Here is a wonderful book - full of scholarship and well-written, often as gripping as a spy novel, and packed with information to help us appreciate the long and painful journey we have made to reach relatively free and tolerant societies in the advanced world.

The Elizabethan era has long been one of my favorites - a time of great change, a notable step towards the modern era, a time packed with high adventures and important achievements, a time of great writers and adventurers, and the time of one of Europe's greatest princes (Elizabeth herself used the term prince), and I have read a good many books. So it was pleasantly surprising that Alice Hogge offered a number of details and anecdotes of which I had little or no knowledge.
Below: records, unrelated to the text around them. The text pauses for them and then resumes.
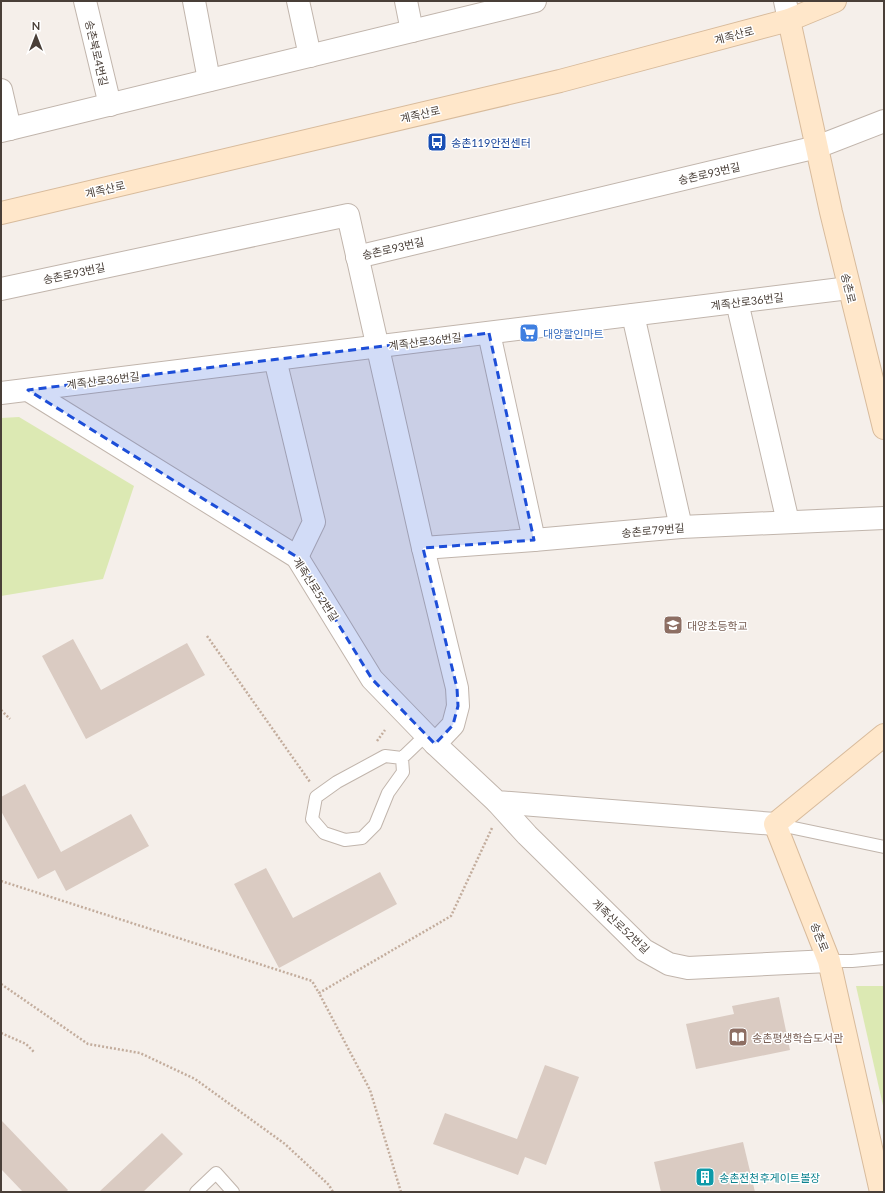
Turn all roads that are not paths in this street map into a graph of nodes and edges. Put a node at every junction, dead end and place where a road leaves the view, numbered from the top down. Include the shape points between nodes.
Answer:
1 (85, 1) edge
2 (194, 1) edge
3 (298, 1) edge
4 (406, 1) edge
5 (535, 1) edge
6 (835, 1) edge
7 (511, 4) edge
8 (787, 10) edge
9 (412, 31) junction
10 (310, 56) junction
11 (209, 80) junction
12 (1, 90) edge
13 (110, 105) junction
14 (884, 121) edge
15 (5, 130) edge
16 (817, 147) junction
17 (1, 213) edge
18 (357, 257) junction
19 (849, 288) junction
20 (1, 289) edge
21 (737, 302) junction
22 (633, 315) junction
23 (489, 333) junction
24 (377, 347) junction
25 (274, 359) junction
26 (28, 390) junction
27 (1, 393) edge
28 (884, 428) edge
29 (884, 518) edge
30 (788, 522) junction
31 (681, 527) junction
32 (534, 540) junction
33 (423, 548) junction
34 (297, 557) junction
35 (884, 735) edge
36 (431, 740) junction
37 (402, 758) junction
38 (498, 802) junction
39 (775, 824) junction
40 (884, 846) edge
41 (884, 958) edge
42 (829, 961) junction
43 (196, 1192) edge
44 (233, 1192) edge
45 (881, 1192) edge

1 - 13 street, 송촌북로4번길
2 - 11 street
3 - 10 street
4 - 9 street
5 - 7 street
6 - 8 street, 계족산로
7 - 9 street
8 - 16 street, 송촌로
8 - 17 street, 계족산로 via 560,81
9 - 10 street
10 - 11 street
11 - 13 street
12 - 15 street
13 - 15 street
14 - 16 street
16 - 18 street, 송촌로93번길
16 - 19 street, 송촌로
18 - 20 street, 송촌로93번길 via 348,215
18 - 24 street
19 - 21 street, 계족산로36번길
19 - 28 street, 송촌로
21 - 22 street, 계족산로36번길
21 - 30 street
22 - 23 street, 계족산로36번길
22 - 31 street
23 - 24 street, 계족산로36번길
23 - 32 street
24 - 25 street, 계족산로36번길
24 - 33 street
25 - 26 street, 계족산로36번길
25 - 34 street via 314,522
26 - 27 street, 계족산로36번길
26 - 34 street, 계족산로52번길
29 - 30 street, 송촌로79번길
30 - 31 street, 송촌로79번길
31 - 32 street, 송촌로79번길
32 - 33 street, 송촌로79번길
33 - 36 street via 457,688 458,706 453,725
34 - 36 street, 계족산로52번길 via 372,679
35 - 39 street
36 - 37 lane
36 - 38 street, 계족산로52번길
37 - 37 lane via 403,772 388,793 375,824 362,838 345,840 324,833 312,819 316,797 337,782 384,756
38 - 39 street
38 - 42 street, 계족산로52번길 via 527,835 644,950 669,964 688,968
39 - 40 lane
39 - 42 street, 송촌로
41 - 42 lane
42 - 45 street, 송촌로
43 - 44 lane via 216,1173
Elizabeth's special deputy, as it were, in hunting down Catholic priests in hiding and recusants (Catholics who refused to join the Church of England, despite fines and punishments) assisting them, Richard Topcliffe, was an extraordinarily hideous figure. I had read references to him before, but here are some facts and events of which I was unaware.
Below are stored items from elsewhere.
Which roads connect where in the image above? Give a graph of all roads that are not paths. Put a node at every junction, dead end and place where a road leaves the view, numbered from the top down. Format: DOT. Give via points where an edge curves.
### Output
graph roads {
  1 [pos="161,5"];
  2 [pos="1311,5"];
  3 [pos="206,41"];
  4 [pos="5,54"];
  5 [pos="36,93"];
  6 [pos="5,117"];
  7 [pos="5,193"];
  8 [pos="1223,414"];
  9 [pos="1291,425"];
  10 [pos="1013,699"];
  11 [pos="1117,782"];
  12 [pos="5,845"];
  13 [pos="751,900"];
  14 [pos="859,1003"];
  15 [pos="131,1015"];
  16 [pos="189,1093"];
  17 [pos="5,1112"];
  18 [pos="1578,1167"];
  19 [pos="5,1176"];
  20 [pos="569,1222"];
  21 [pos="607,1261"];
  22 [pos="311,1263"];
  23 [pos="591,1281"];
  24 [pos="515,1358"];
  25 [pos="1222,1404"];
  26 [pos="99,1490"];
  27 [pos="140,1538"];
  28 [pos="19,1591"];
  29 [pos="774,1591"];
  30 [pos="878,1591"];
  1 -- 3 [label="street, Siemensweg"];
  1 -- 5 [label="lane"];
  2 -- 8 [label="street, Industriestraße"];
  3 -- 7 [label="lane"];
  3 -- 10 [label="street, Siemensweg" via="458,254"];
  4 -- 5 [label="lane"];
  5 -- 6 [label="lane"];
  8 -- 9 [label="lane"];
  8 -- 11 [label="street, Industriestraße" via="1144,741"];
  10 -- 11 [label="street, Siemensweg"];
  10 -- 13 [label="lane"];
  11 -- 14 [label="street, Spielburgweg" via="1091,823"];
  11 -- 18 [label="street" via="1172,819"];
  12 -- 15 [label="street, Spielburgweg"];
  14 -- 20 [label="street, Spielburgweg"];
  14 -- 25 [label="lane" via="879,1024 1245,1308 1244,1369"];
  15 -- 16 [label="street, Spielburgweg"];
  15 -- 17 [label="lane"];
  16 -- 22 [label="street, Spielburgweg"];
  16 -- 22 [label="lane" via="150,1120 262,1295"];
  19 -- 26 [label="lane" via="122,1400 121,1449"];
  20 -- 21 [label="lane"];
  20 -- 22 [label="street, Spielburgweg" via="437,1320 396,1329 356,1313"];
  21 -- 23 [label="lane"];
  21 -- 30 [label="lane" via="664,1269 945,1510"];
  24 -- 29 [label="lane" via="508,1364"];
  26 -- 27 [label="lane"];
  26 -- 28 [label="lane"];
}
Elizabeth herself is known to have been a tolerant in people's dissenting religious beliefs, so long as they were kept private and a public show was made of keeping to the laws governing England's new church arrangements. Everything religious in that time was unfortunately also charged with political meaning, and if ever there were a lesson for keeping church and state separate, this tale is it.

The Parliament of that day was increasingly under the influence of the Puritans, and Elizabeth had to make compromises with them despite not agreeing with their nasty excesses, a story both of the dawning of a new religious era and the decline in the power of the monarch as part of the long journey towards democratic government.

Still, the details offered of Topcliffe's special relationship with Elizabeth are surprisingly unpleasant to learn.

But it was a terrible time - one we can barely fully appreciate - especially after Elizabeth's excommunication in 1570 by Pius V giving Catholics the "right" to get rid of her, Philip II's 1588 massive Armada and other efforts to overthrow her, assassinations and civil wars in Europe, various plots in England, and Elizabeth's own great insecurity over her throne, considering all that came before her with her tyrant father and her terrifying half-sister Mary, and then that rather demented but charming contemporary claimant to the throne, Mary, Queen of Scots, always involved in plots.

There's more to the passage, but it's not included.